Microbiota e Alzheimer

Il secondo cervello aiuta il primo

Ricerca Clinica e di Base
Immagine cervelloLa malattia di Alzheimer (AD) è una malattia multifattoriale complessa che coinvolge neuroinfiammazione cronica e neurodegenerazione.

Recentemente è stato dimostrato che il microbiota intestinale interagisce con il cervello secondo il cosiddetto asse microbiota-intestino-cervello: la modulazione di questo asse influisce sulla patogenesi delle malattie neurodegenerative come l'AD.

Il microbiota intestinale ha un ruolo fondamentale nella regolazione di molteplici percorsi neurochimici attraverso l'asse intestino-cervello altamente interconnesso. Recenti evidenze hanno dimostrato che la microflora intestinale partecipa alla comunicazione bidirezionale tra intestino e cervello.

La microflora intestinale umana potrebbe persino agire come "secondo cervello" e potrebbe essere responsabile di disturbi neurodegenerativi come il morbo di Alzheimer.
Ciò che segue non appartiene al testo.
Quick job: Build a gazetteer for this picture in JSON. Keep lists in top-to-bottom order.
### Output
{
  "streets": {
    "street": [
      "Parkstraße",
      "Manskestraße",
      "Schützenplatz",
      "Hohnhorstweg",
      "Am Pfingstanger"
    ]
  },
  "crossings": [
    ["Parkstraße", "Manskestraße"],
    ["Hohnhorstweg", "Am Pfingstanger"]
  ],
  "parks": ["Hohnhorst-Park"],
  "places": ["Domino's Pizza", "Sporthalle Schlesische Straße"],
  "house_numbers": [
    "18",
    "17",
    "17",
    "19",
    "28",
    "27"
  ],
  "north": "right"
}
La disbiosi del microbiota intestinale può indurre una maggiore permeabilità intestinale e infiammazione sistemica. Ciò può portare allo sviluppo di AD e deterioramento cognitivo attraverso le vie neurali, immunitarie, endocrine e metaboliche. Pertanto, la modulazione del microbiota intestinale attraverso la dieta personalizzata e la batterioterapia orale può portare all'alterazione del microbiota intestinale dei loro prodotti, compresa la proteina amiloide.

È stato dimostrato che la modulazione del microbiota intestinale induce effetti benefici sulle vie neuronali portando di conseguenza a ritardare la progressione della malattia di Alzheimer. Quindi, questo approccio può fornire una nuova opzione terapeutica per il trattamento dell'AD.